Records from a data source
[Start of section]
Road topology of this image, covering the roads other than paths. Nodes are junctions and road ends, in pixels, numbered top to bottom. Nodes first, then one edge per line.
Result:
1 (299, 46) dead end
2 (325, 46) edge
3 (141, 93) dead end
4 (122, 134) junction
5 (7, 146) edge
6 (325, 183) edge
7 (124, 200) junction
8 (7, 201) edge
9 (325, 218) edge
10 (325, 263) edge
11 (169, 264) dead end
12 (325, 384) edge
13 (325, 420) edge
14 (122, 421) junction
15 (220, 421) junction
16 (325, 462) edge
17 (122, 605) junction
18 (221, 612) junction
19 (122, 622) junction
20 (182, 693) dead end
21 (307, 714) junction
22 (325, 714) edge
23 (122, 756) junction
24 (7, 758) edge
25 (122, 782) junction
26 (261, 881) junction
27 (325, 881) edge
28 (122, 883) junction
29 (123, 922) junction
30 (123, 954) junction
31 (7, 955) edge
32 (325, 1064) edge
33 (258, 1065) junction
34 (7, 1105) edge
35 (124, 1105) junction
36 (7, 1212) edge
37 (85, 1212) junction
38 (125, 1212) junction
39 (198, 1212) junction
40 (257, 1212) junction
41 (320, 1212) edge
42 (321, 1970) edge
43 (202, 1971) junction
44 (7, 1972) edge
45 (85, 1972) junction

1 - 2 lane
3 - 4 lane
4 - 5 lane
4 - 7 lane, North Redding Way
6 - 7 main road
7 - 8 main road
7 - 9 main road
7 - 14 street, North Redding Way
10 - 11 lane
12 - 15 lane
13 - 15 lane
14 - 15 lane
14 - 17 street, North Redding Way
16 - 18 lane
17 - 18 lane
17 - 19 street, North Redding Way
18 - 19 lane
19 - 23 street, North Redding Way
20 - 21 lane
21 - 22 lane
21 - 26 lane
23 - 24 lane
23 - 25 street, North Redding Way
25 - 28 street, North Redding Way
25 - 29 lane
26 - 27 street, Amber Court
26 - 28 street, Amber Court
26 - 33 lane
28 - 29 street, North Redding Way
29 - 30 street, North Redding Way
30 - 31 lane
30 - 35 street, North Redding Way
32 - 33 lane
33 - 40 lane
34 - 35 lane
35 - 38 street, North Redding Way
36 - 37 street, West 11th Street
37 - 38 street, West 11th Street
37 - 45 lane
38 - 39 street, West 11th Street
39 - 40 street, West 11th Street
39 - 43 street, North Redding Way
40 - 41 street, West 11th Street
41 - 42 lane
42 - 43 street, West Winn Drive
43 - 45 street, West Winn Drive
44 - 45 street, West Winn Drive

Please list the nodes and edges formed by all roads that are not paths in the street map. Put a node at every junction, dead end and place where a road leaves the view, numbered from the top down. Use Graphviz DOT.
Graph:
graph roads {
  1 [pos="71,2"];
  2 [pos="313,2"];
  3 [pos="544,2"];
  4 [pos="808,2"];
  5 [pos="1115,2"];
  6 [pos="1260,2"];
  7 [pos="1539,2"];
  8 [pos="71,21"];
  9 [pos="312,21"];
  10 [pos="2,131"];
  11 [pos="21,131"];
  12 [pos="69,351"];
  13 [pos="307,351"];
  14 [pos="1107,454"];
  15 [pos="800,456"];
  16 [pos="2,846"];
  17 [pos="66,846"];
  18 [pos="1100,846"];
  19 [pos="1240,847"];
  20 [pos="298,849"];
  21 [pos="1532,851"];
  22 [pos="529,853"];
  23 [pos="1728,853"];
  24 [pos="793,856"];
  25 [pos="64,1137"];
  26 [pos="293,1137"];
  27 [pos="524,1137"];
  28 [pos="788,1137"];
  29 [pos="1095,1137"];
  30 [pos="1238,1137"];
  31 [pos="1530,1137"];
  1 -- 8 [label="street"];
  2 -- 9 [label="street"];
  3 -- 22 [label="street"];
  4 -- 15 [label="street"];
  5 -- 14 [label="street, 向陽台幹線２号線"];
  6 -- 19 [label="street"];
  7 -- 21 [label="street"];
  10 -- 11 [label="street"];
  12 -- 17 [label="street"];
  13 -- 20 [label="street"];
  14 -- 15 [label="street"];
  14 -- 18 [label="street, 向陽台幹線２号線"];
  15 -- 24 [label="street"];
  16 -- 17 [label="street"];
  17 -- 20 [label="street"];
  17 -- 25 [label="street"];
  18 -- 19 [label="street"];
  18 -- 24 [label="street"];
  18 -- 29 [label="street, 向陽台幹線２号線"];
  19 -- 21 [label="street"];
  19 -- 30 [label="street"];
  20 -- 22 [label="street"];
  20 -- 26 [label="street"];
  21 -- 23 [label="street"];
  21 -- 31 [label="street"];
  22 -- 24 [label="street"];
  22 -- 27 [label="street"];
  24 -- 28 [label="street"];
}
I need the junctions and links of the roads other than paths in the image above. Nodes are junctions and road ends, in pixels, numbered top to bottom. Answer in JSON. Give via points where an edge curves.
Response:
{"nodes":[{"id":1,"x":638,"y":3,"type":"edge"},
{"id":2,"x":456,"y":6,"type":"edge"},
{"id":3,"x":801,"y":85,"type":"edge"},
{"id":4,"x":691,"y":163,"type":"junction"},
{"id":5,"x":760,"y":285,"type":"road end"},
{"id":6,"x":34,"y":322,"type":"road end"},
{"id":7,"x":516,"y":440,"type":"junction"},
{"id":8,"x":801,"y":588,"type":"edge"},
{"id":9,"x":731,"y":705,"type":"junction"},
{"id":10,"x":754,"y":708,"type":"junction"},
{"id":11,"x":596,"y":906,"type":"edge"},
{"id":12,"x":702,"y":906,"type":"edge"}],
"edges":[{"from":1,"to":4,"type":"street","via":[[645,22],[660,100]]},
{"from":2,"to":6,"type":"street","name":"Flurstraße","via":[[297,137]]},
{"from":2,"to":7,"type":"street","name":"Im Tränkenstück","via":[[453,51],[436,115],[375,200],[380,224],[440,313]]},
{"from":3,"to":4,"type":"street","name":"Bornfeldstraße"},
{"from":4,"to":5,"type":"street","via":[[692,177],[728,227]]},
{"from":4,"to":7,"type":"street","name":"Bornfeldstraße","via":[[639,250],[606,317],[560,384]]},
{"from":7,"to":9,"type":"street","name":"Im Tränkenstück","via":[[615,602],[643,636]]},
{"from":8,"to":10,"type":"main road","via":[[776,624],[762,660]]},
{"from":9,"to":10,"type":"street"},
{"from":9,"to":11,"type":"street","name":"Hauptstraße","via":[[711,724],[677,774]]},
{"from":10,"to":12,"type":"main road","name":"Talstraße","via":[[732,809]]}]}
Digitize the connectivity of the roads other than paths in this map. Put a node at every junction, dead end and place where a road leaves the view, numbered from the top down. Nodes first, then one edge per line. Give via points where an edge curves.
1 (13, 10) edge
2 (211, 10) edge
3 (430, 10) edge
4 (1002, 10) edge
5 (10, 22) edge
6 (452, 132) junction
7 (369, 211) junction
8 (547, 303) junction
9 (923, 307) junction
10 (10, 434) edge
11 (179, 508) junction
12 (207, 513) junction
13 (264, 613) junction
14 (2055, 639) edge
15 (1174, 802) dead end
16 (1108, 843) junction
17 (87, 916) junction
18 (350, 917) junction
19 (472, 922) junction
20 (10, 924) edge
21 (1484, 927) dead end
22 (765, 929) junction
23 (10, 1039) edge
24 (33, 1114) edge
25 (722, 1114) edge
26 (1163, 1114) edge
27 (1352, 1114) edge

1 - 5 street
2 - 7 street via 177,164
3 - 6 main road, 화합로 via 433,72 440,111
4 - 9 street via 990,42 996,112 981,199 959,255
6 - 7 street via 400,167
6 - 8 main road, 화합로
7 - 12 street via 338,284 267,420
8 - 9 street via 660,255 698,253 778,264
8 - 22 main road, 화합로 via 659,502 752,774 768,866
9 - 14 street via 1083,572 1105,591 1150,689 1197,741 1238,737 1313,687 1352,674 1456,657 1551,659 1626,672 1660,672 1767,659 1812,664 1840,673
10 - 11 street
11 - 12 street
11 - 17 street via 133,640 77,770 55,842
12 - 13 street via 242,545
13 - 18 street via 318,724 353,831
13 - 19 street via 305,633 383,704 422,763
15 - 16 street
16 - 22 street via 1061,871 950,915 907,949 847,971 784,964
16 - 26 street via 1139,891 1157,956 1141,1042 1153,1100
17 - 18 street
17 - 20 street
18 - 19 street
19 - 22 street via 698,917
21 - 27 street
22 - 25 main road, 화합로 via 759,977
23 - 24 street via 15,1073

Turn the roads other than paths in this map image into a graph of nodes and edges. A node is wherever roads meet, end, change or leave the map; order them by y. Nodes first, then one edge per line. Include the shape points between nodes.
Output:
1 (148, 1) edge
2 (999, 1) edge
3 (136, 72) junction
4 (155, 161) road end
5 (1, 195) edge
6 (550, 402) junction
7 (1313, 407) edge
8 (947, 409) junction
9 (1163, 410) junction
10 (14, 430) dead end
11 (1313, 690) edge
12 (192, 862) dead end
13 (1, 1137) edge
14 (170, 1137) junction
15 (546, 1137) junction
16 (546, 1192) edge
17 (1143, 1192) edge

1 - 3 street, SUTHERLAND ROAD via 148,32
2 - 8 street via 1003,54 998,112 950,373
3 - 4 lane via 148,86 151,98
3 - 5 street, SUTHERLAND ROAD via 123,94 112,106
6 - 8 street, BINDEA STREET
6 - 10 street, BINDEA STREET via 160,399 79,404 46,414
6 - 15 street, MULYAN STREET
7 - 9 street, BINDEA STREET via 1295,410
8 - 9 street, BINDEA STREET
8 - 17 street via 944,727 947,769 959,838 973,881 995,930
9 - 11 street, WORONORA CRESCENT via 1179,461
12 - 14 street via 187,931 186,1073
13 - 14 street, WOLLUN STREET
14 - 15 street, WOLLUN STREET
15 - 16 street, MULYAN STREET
[End of section]
#### [Work to complete]
Considering only the data above, return the lines in which "view" occurs.

#### [Expected answer]
Please list the nodes and edges formed by all roads that are not paths in the street map. Put a node at every junction, dead end and place where a road leaves the view, numbered from the top down. Use Graphviz DOT.
Digitize the connectivity of the roads other than paths in this map. Put a node at every junction, dead end and place where a road leaves the view, numbered from the top down. Nodes first, then one edge per line. Give via points where an edge curves.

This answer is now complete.